The Padres beat the Expos, 5–3. Kevin McReynolds had three hits, including a home run, to help LaMarr Hoyt earn his first victory since last September 25. McReynolds’s fifth-inning homer came off Andy McGaffigan (2–1) and highlighted a three-run inning that overcame a 2–0 deficit. The Expos tied the game with a run in the sixth, but Tim Flannery hit a two-run pinch double in the bottom of the inning to put San Diego ahead for good. Kennedy drew a leadoff walk from McGaffigan, who was then relieved by Bert Roberge. McReynolds singled Kennedy to second.

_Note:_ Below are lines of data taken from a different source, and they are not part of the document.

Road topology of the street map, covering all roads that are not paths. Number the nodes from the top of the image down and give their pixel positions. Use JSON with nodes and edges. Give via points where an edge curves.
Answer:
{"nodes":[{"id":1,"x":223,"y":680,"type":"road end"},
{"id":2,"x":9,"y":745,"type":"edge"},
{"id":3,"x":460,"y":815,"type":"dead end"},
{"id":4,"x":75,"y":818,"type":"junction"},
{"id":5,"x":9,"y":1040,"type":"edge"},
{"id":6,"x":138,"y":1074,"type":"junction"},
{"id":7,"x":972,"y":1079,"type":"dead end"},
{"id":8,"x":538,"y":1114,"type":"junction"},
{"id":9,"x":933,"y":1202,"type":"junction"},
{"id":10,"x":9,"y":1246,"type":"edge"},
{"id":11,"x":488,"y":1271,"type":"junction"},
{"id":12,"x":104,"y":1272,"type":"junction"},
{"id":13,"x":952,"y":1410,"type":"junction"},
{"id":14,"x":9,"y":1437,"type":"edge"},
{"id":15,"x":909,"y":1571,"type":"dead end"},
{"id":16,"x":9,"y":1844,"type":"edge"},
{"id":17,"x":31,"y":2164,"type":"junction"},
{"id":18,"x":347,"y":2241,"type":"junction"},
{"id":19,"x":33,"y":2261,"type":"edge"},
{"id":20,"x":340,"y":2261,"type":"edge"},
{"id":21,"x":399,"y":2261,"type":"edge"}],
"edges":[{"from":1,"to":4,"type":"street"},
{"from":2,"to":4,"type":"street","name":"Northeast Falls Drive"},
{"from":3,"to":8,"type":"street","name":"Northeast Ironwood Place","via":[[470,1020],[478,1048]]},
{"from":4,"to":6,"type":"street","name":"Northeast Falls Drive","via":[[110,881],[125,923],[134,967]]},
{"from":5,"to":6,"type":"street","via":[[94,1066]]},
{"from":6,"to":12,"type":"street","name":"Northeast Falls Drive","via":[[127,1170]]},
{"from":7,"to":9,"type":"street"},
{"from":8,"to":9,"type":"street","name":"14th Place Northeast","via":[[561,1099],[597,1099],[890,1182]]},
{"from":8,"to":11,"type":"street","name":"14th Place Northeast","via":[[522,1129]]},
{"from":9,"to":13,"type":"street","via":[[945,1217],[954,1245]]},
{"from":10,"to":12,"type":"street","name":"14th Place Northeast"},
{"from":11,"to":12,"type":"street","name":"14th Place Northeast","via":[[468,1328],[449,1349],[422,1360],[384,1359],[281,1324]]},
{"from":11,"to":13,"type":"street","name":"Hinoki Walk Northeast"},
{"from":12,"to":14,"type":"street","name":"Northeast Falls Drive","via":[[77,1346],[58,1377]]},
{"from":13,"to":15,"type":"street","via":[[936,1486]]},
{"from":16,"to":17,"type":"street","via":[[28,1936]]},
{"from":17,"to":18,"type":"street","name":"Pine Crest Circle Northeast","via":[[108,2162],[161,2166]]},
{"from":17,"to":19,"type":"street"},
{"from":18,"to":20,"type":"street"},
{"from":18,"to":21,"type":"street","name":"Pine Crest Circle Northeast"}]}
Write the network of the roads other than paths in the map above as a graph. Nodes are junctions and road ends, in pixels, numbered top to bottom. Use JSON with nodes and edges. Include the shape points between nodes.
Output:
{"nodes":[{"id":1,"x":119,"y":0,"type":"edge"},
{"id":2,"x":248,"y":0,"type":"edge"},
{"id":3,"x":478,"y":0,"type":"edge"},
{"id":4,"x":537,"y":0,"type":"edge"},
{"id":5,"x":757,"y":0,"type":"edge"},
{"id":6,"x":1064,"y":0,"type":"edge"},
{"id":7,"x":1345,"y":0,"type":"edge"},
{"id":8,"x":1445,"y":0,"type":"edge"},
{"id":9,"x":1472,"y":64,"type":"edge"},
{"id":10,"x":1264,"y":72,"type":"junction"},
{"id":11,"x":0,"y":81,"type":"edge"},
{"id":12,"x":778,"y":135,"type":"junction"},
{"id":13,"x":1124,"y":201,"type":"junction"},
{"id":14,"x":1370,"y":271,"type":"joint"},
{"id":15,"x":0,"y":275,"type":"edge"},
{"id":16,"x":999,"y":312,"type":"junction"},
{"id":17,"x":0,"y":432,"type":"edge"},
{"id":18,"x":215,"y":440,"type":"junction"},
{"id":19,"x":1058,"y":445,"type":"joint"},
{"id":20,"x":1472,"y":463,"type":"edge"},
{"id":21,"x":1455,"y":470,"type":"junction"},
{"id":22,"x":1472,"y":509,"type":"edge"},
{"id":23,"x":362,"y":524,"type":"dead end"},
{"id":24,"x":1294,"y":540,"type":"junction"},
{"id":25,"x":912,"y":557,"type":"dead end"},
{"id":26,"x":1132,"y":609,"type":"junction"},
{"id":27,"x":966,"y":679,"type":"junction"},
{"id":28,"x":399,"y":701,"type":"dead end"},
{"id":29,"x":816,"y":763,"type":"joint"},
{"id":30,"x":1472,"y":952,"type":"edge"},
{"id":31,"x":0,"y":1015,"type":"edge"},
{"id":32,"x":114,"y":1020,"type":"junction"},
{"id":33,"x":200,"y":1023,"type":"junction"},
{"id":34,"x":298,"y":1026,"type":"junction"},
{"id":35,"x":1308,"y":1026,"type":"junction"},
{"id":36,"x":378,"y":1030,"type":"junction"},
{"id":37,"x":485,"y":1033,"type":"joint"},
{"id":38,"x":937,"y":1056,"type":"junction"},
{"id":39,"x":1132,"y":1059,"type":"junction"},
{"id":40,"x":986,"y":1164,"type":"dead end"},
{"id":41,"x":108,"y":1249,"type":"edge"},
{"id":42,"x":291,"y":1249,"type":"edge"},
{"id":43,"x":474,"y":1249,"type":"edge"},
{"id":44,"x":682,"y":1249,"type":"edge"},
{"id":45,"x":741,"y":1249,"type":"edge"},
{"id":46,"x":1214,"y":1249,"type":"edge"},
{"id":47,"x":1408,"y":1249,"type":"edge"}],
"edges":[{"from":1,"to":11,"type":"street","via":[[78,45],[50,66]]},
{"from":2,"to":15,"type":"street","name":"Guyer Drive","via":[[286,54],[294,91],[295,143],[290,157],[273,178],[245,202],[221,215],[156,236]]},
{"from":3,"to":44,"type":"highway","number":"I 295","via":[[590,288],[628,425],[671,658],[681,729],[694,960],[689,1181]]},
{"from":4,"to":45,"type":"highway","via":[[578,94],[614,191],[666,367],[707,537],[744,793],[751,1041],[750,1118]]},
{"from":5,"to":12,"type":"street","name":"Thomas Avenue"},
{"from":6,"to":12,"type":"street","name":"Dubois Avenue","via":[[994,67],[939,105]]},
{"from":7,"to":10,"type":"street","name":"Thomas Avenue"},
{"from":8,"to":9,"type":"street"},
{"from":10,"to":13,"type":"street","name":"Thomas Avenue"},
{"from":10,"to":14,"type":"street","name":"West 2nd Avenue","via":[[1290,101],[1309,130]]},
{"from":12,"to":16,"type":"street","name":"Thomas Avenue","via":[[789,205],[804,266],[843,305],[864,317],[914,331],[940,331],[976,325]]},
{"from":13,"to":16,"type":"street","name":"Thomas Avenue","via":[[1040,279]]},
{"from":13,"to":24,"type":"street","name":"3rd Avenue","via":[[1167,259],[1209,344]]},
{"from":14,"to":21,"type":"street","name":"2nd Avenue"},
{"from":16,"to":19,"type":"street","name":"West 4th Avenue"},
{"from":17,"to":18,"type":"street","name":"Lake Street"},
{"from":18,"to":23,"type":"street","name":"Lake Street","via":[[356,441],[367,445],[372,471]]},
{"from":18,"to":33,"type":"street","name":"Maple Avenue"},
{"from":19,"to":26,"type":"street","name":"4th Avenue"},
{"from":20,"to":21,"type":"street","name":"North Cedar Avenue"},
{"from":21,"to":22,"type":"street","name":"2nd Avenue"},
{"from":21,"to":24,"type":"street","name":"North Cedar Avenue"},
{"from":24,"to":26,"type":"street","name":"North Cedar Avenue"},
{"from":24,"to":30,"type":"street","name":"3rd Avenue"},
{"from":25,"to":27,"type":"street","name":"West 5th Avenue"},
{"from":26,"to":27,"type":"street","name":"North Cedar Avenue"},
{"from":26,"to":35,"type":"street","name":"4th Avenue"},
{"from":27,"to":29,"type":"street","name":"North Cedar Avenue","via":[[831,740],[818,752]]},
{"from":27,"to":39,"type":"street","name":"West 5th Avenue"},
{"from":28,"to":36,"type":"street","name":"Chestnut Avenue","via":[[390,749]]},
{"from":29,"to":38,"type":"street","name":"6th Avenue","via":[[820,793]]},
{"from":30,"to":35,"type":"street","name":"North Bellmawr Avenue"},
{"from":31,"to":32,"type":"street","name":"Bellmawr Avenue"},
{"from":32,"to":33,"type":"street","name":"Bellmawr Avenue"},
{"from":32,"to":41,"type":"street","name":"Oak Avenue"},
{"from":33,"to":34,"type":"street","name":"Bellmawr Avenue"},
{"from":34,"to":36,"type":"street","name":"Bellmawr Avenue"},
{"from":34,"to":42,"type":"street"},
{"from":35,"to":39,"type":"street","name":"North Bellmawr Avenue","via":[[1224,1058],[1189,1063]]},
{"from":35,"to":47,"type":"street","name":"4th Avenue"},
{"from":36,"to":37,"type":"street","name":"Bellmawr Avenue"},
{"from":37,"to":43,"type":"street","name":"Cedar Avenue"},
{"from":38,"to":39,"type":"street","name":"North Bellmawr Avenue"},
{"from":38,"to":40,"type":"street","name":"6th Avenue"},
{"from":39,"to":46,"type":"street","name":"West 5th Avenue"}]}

Two outs later, Flannery, batting for Hoyt, hit his double to center to score the winning runs.

The Giants came from behind to dump the Phillies, 12–7. Jose Uribe singled and hit a two-run double and Will Clark also doubled home two runs during San Francisco’s eight-run rally in the fifth inning. The Giants erased a 4-3 lead by sending 13 batters to the plate and getting seven hits, sending Shane Rawley (4–4) to defeat. Mike Krukow (5–3) pitched five and one-third innings for the victory, giving up seven hits and six runs. The Phillies went ahead, 4–1, in the top of the fourth on a run-scoring single by Von Hayes and Glenn Wilson’s three-run homer. San Francisco closed to within 4–3 in its half of the fourth on a run-scoring single by Chili Davis and Bob Brenly’s sacrifice fly.

Jesse Barfield has 3 hits, including a 3-run homer, to drive in 6 runs as the Blue Jays top the Indians, 11–6, in Cleveland. Jimmy Key (2–3) scattered five hits, walked five and struck out two over seven innings for Toronto. Barfield’s homer with two out in the sixth padded Toronto’s lead to 8–1. The homer was Barfield’s ninth this season. The six runs batted in was a single-game career high and gave him 10 in two consecutive games and 24 for the season. He drove in four Friday night.

St. Louis Cardinals 0, Atlanta Braves 2

Oakland Athletics 2, Baltimore Orioles 8

Texas Rangers 2, Boston Red Sox 8

Kansas City Royals 6, Chicago White Sox 7

Pittsburgh Pirates 4, Cincinnati Reds 0

California Angels 4, Detroit Tigers 10

Chicago Cubs 1, Houston Astros 5

New York Mets 2, Los Angeles Dodgers 6

Minnesota Twins 1, Milwaukee Brewers 4

Seattle Mariners 6, New York Yankees 11

Montreal Expos 3, San Diego Padres 5

Philadelphia Phillies 7, San Francisco Giants 12

Cleveland Indians 5, Toronto Blue Jays 11


Born:

Keenan Lewis, NFL cornerback (Pittsburgh Steelers, New Orleans Saints), in New Orleans, Louisiana.

Tahj Mowry, American actor (“Smart Guy”, “Baby Daddy”), in Honolulu, Hawaii.


Died:

Jack Waldman, 33, American jazz and rock keyboardist and avant garde composer, of HIV-related illness..

Lyudmila Pakhomova, 39, Russian ice dancer (Olympics, gold medal, USSR, 1976; with Alexandr Gorshkov), from leukemia.